__Assignment__. When the word "CARRER" appears in a line of the data below, list that line.

__Information supplied__.
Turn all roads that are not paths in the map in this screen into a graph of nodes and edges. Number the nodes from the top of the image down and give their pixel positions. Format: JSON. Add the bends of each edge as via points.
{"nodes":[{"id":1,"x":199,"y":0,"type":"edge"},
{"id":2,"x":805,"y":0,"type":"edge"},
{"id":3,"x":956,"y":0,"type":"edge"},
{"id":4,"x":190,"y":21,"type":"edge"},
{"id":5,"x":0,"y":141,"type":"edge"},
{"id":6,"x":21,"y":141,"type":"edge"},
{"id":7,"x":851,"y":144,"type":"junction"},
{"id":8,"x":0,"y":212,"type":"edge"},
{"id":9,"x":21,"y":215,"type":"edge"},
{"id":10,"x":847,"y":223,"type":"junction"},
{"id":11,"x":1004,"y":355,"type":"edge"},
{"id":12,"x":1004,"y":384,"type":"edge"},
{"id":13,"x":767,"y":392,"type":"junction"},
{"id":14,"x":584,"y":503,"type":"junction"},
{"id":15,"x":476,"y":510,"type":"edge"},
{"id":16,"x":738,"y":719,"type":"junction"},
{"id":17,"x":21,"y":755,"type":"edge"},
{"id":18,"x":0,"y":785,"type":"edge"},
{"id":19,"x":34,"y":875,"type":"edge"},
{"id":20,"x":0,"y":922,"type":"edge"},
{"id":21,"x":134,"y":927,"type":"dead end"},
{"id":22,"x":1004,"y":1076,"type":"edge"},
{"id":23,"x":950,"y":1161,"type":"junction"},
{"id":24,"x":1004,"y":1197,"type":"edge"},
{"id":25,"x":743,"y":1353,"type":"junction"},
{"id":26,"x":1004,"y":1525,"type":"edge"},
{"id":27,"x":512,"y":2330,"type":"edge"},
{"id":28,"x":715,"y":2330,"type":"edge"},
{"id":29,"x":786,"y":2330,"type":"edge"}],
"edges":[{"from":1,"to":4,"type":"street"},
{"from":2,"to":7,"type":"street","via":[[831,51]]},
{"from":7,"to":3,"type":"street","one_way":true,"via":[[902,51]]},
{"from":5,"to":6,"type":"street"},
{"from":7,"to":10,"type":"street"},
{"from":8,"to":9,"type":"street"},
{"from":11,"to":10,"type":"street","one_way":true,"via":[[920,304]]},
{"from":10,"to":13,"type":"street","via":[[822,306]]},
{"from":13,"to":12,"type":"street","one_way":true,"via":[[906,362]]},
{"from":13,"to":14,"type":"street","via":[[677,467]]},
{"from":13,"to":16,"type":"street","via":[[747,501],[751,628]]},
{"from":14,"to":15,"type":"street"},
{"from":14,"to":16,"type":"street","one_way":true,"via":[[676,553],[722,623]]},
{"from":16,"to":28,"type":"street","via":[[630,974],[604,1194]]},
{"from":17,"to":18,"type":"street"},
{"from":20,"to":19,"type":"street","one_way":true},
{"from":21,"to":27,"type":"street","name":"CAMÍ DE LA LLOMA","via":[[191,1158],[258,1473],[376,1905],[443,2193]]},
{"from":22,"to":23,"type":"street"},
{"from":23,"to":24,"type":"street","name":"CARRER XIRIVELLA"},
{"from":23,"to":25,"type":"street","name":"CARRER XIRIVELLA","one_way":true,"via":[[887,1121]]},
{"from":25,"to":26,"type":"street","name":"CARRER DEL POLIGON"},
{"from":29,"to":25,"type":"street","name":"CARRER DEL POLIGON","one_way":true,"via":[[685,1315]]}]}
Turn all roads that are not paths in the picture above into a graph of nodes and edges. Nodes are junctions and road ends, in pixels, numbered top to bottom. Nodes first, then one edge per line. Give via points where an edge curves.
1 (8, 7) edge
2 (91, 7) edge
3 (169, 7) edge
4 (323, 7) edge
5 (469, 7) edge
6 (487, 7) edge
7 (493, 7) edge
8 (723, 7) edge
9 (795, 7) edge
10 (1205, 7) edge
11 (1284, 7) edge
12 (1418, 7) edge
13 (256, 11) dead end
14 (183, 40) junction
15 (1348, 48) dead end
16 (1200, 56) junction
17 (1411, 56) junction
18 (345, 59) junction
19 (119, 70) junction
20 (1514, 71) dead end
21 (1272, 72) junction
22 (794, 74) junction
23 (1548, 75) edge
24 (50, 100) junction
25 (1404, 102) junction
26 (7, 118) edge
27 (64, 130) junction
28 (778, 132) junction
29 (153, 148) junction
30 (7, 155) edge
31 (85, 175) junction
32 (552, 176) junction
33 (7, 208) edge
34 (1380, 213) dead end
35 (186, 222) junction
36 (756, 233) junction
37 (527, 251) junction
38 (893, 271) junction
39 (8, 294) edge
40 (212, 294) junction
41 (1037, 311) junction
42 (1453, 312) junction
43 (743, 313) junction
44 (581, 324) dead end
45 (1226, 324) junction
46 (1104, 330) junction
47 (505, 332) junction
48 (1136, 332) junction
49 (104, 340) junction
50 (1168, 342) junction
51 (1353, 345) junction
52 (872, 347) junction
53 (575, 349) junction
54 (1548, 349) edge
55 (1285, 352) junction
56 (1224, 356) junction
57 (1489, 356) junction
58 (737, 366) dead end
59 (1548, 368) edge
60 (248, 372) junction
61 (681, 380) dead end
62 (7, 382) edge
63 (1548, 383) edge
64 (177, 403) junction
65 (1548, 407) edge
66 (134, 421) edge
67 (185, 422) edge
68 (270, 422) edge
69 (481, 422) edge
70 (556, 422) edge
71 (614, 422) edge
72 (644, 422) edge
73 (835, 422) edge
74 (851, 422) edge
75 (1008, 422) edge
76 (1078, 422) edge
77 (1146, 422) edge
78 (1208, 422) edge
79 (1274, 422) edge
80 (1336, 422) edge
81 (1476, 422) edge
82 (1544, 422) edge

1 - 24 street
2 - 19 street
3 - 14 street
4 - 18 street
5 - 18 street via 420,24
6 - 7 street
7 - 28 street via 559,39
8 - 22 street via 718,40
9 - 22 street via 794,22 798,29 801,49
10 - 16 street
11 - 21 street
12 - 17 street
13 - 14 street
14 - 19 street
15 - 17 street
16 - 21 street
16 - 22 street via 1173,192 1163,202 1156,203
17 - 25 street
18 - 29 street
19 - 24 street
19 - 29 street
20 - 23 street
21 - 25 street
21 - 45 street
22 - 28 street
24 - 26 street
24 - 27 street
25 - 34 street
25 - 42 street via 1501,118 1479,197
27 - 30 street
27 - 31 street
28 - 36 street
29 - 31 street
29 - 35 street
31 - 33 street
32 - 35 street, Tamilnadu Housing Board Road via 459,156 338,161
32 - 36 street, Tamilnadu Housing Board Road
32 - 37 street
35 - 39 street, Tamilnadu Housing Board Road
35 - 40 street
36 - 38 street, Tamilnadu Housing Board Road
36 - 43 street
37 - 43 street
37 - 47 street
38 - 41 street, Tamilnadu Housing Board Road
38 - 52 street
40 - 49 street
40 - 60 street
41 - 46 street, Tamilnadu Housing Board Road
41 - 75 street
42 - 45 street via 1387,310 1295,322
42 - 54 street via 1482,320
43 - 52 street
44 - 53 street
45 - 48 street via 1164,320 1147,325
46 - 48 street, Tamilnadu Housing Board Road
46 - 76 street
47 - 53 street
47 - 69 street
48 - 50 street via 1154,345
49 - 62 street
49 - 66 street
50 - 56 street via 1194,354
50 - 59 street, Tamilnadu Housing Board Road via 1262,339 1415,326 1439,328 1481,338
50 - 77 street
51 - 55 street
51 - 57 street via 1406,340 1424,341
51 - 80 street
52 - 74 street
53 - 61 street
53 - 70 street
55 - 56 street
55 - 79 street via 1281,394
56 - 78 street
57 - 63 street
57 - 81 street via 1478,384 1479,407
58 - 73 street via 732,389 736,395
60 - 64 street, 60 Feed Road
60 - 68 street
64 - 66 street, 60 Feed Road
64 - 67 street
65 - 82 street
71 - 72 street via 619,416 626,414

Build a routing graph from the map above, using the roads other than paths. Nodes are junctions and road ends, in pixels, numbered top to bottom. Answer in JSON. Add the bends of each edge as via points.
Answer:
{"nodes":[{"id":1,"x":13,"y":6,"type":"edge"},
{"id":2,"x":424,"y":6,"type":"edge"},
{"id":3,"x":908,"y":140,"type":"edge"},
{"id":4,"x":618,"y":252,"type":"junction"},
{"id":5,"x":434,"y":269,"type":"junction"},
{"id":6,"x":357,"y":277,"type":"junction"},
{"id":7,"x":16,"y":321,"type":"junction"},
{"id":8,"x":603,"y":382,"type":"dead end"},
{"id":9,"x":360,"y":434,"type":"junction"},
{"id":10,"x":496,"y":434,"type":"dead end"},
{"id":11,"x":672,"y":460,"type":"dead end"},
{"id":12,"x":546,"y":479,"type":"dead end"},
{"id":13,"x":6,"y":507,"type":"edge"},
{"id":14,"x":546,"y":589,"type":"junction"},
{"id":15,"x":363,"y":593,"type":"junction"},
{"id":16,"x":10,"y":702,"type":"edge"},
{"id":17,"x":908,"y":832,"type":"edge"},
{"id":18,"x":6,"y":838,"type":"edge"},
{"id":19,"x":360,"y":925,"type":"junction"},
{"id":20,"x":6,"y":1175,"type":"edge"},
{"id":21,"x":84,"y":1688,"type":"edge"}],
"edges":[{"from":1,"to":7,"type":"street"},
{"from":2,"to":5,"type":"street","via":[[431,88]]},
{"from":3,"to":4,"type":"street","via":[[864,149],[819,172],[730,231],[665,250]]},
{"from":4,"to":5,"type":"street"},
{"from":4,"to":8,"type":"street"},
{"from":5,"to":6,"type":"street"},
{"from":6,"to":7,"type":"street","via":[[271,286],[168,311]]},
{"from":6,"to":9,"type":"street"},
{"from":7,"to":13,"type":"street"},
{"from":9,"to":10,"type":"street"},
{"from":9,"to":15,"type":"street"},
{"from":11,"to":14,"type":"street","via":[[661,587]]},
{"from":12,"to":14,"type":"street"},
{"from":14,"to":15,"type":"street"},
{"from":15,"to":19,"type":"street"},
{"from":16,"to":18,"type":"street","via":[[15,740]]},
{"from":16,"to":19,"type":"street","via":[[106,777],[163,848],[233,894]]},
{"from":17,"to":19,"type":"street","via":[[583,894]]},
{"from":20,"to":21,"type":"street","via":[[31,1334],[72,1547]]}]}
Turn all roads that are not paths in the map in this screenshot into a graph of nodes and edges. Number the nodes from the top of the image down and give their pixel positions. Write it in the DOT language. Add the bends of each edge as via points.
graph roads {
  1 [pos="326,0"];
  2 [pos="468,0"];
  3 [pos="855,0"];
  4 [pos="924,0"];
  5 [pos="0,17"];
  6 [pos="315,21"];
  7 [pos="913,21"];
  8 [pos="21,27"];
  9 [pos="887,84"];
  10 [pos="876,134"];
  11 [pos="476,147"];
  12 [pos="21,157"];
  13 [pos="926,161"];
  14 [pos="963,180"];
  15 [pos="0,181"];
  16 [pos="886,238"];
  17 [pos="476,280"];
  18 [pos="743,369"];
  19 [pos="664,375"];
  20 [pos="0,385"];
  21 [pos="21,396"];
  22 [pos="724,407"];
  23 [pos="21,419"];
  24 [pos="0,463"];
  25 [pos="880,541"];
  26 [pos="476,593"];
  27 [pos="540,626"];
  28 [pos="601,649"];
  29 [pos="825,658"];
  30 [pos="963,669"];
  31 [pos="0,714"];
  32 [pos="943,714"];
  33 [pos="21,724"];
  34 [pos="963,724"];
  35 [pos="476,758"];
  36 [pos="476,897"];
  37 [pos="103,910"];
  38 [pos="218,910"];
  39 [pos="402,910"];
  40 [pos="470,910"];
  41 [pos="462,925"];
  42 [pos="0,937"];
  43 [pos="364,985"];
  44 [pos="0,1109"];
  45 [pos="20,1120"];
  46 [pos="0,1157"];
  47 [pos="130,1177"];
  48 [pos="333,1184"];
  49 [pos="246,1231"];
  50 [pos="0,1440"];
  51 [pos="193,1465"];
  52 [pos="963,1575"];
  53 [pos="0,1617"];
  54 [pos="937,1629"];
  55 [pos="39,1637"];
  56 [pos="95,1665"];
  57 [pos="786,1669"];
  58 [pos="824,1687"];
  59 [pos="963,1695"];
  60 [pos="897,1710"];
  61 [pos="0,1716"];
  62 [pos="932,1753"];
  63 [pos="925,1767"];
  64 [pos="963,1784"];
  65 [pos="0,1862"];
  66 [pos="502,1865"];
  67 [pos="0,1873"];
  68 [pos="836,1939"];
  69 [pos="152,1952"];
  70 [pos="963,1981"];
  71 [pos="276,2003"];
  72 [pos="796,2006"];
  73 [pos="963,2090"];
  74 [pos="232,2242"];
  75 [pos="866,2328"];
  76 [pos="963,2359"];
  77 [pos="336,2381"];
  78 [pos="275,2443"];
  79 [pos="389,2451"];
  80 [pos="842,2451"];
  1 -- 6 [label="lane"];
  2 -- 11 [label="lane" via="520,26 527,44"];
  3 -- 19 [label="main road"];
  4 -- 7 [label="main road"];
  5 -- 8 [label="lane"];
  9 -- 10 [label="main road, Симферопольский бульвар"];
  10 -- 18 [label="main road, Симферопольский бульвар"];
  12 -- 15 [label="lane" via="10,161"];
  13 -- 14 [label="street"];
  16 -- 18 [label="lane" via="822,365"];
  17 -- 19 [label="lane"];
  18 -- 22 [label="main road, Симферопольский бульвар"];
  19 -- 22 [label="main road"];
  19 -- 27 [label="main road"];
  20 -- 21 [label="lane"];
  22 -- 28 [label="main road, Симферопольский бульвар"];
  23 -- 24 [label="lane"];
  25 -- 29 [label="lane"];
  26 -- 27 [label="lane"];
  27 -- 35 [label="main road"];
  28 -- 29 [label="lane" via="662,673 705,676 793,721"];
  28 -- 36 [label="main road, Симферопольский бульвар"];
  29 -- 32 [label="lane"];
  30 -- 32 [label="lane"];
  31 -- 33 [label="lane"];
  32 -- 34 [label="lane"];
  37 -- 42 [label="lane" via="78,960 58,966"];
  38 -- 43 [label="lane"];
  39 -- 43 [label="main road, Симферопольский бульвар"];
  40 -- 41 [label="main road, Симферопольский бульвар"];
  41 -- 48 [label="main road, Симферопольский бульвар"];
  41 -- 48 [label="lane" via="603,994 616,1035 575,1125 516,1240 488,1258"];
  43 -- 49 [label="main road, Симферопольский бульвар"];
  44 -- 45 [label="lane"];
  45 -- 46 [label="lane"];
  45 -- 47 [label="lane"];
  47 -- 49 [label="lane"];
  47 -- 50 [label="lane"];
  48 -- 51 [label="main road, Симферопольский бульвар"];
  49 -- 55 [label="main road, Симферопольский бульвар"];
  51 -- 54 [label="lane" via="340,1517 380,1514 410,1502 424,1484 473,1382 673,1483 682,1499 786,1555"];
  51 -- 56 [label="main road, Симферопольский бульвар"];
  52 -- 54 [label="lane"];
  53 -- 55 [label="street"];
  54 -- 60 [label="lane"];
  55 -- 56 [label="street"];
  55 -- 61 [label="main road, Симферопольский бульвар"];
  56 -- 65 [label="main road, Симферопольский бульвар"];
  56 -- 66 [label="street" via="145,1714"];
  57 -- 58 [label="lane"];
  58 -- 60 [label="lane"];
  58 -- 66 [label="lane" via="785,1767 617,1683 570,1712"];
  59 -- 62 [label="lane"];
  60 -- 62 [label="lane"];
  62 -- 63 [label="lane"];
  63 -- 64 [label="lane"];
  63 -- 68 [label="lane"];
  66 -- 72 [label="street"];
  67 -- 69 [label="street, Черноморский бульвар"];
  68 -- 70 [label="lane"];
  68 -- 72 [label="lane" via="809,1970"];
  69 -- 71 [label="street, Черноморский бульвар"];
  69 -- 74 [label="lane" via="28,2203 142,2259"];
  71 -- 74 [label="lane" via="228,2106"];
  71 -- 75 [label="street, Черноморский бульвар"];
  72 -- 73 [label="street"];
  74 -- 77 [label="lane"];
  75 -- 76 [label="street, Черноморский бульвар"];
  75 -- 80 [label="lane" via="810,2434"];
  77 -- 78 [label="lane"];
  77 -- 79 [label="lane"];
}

__Written reply__.
{"from":23,"to":24,"type":"street","name":"CARRER XIRIVELLA"},
{"from":23,"to":25,"type":"street","name":"CARRER XIRIVELLA","one_way":true,"via":[[887,1121]]},
{"from":25,"to":26,"type":"street","name":"CARRER DEL POLIGON"},
{"from":29,"to":25,"type":"street","name":"CARRER DEL POLIGON","one_way":true,"via":[[685,1315]]}]}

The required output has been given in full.